Московская победа была взрывом московской племенной гордыни и религиозного исключительства. Теперь нельзя было и заикнуться об иноземце или иноверце на царском престоле. Надо думать, что и Пожарский именно потому пишет теперь, что у него и в уме не было «взяти иноземца», хотя сам же ссылался о том и с германским императором и со шведским королевичем и – нельзя того забывать – присягал королевичу польскому.

А теперь тем самым новгородцам, с которыми был в самом тесном союзе, грозит «биться»…

Именно после московской победы образ Пожарского если не двоится, то начинает мутнеть…
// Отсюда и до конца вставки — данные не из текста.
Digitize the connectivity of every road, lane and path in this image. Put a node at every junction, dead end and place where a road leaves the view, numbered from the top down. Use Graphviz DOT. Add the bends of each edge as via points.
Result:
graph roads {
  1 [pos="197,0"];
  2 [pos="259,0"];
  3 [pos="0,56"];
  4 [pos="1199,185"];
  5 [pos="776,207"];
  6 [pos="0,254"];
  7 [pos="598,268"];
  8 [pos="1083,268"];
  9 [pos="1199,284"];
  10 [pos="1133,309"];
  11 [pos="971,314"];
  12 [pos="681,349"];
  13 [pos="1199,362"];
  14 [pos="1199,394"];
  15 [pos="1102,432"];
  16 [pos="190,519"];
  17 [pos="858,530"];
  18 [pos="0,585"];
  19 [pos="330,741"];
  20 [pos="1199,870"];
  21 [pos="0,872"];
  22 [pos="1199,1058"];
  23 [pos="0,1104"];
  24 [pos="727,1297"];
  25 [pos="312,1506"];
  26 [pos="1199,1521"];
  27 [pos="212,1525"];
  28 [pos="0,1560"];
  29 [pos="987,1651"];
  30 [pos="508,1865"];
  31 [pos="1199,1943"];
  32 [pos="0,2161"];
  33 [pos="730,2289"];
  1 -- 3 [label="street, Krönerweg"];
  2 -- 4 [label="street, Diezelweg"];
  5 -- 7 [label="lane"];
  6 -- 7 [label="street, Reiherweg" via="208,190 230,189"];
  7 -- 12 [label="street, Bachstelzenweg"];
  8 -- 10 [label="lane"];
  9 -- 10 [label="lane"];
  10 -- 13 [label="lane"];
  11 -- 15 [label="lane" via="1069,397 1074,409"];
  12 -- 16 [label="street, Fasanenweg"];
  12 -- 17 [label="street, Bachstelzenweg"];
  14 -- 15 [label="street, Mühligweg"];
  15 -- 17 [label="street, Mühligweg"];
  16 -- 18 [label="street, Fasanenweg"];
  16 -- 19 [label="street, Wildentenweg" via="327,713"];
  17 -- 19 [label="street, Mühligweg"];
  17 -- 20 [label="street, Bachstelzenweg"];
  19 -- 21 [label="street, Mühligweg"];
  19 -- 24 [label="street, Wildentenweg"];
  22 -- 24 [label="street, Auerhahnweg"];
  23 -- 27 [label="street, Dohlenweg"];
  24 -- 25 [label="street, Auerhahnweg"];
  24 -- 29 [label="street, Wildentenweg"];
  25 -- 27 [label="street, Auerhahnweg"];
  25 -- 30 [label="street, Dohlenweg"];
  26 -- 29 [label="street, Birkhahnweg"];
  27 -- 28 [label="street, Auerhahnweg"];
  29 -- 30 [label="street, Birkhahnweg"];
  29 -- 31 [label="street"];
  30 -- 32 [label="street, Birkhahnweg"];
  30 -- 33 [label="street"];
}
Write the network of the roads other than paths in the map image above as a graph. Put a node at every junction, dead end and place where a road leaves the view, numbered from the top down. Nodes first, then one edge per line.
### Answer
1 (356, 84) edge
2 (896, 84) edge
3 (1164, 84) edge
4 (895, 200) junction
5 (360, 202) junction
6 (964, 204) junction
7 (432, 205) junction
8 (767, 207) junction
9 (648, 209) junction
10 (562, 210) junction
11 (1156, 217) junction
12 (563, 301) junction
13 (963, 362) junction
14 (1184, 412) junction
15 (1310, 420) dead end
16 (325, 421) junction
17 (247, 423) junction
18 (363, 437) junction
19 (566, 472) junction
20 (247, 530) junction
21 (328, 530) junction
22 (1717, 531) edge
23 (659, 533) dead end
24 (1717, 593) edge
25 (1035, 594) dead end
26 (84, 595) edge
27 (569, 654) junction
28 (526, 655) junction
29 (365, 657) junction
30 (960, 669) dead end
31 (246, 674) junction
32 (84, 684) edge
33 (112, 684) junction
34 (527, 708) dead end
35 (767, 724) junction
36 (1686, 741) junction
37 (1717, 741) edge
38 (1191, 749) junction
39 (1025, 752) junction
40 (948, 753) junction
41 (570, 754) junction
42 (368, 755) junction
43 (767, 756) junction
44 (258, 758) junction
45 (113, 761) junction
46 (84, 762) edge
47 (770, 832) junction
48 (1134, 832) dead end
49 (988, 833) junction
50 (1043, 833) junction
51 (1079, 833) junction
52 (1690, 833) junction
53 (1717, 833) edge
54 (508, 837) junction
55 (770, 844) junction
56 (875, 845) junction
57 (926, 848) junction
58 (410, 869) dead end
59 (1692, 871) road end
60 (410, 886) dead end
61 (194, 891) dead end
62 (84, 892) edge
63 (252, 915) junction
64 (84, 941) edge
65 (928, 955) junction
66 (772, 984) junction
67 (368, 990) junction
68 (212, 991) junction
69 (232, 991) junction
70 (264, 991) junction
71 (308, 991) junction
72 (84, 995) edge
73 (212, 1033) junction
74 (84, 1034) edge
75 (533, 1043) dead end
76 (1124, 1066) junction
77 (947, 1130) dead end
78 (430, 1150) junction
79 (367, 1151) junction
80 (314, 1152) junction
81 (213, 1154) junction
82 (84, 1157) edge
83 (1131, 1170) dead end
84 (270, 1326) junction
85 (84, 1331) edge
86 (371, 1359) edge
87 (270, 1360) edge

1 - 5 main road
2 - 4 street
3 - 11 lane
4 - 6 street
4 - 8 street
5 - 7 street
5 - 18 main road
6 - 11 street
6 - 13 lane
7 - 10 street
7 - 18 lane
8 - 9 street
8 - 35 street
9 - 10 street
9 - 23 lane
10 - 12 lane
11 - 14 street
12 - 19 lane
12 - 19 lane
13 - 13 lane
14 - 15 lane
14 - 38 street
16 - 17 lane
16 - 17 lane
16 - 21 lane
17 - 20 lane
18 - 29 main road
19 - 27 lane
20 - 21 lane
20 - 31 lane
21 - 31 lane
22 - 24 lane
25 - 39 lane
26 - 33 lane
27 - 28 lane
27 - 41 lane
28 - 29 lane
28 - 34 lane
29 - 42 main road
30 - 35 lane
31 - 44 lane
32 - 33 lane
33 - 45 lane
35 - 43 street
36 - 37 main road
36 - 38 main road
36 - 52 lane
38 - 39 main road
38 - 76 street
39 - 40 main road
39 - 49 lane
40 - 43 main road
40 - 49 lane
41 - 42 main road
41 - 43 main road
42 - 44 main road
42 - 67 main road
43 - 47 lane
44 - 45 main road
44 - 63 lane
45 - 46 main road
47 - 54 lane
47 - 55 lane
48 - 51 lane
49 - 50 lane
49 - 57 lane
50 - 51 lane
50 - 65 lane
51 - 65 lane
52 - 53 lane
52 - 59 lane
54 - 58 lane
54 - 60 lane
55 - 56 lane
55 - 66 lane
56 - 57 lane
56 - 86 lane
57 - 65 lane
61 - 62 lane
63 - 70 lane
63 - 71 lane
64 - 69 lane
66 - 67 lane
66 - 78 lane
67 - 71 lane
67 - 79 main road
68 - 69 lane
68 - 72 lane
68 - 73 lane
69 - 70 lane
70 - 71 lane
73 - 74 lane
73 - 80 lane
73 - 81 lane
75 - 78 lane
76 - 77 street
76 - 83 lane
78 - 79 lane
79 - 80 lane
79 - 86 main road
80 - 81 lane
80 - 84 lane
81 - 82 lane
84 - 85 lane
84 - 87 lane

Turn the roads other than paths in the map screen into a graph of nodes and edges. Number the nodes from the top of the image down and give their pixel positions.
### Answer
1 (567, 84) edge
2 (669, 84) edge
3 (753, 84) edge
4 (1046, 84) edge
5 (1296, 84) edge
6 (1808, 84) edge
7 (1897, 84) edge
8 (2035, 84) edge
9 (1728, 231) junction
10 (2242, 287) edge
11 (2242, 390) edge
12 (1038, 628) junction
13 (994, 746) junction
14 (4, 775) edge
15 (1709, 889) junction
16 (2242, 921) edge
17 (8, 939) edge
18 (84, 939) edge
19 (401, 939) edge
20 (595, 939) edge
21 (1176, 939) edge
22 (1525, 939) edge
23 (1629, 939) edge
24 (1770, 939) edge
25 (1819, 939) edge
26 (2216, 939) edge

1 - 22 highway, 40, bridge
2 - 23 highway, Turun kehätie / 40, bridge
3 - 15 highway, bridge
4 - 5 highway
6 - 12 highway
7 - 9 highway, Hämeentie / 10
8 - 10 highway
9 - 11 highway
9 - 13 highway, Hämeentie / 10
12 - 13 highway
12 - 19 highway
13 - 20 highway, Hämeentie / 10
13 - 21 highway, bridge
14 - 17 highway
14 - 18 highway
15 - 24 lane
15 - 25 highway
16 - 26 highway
Может быть, виновата усталость князя Дмитрия. А может, и его тяжкий недуг.

Князь Пожарский был болен душевным, иногда находившим на него недугом – черным недугом, как он звался в старину. Теперь его называют тяжелой формой меланхолии.

Тень, тусклая дымка, иногда как бы находит на князя Дмитрия и на победном движении к Москве, и в том же Ярославле, когда жаловался новгородскому послу князю Федору Черному-Оболенскому, что его к ополчению «бояре и вся земля сильно приневолили», как и теперь, на самой вершине победы.

Неясной, тусклой, какой-то незаметной становится фигура Пожарского именно на вершине победы, когда кипел и шумел, сходился и расходился, то додирался до сабель, то разъезжался, когда стал исходить ярой прей многоголовый и многошумный Великий Земский собор об избрании царя на Московский престол.

 

Дни его совещаний, его споров и тупиков, его страшной растерянности и нерешительности были, собственно, днями глубокой слабости Московского государства.

И Сигизмунд – будь он подлинно сильным, и Владислав, если бы не был он только пустой тенью для русской истории, – мощными ударами, быстрым движением на Москву могли бы еще заставить этот народ и эту страну принять царем Владислава.

Сигизмунд и двинулся было от Вязьмы к Волоколамску, на Москву. Но его передовой отряд был наголову разбит русскими, которых несла крылатая московская победа.

От пленного Сигизмунд узнал, что на Москве русская победа, что русские не примут больше Владислава, что они будут биться до последнего. И от таких вестей Сигизмунд малодушно повернул назад, в Польшу. Именно тогда польский прилив сошел, сбежал по-настоящему с Русской земли.

И московские люди недаром по всем церквам стали петь радостные, благодарственные молебны…

А после трехдневного очистительного поста начались совещания Великого Земского собора. Замечателен такой подъем духа в измученном, расшатавшемся было народе.

– Пусть народ положит подвиг страдания, – призывали его еще недавно Дионисий и Авраамий из Троицкой лавры. – Нам всем за одно положити свой подвиг и пострадати для избавления христианской православной веры…

И вот подвиг страдания свершен, закончен очистительным постом и молитвой всей земли.

А теперь уже шумит Земский собор.

Пожарский не на первом месте на соборе.

На первом месте там старый князь Иван Мстиславский, а Пожарский – в тени, хотя и ведет за старого князя Ивана соборные прения.

Русские на соборе точно все любуются своей победой, ослеплены ее сиянием. Бурно и гордо они вновь поверили в свои племенные народные силы, в своих людей, в себя.

И Пожарский как будто плывет по всем этим волнам собора. Он как будто отказывается от своей затаенной мысли времен Ярославля о сочетании Московского государства с Германской империей в одну мировую державу, вообще от всякой мысли о выборе в цари иностранного королевича.

Никто бы, вероятно, и не посмел подумать о том в светлом опьянении победой, когда воспрянули все охранительные, суровые, исступленные силы Москвы. Дух избранного Израиля Православного, дух замученного Гермогена, носился над собором…

И те самые донские казаки, кто на Москве с налета, в потеху рубили головы каждому, кто заикался против Лжедмитрия, воровские казаки князя-Смуты, князя-Бунта, целовавшие крест любому вору и среди них вору тушинскому, который звался жидом, – именно они жесточее, непримиримее, неукротимее других стали теперь за русский прирожденный корень, за искони православного государя. История знает немало примеров, когда силы беспорядка при перемене равновесия особенно свирепо, впереди других желают засвидетельствовать, что они силы порядка.

А Пожарский все еще искал равнодействующую, на этот раз уже в смуте собора.

Кому же быть царем на Москве?

На соборе творилось великое дело, но там же кипели старые распри, счеты местничества, зависти, жадные властолюбия и прямые подкупы.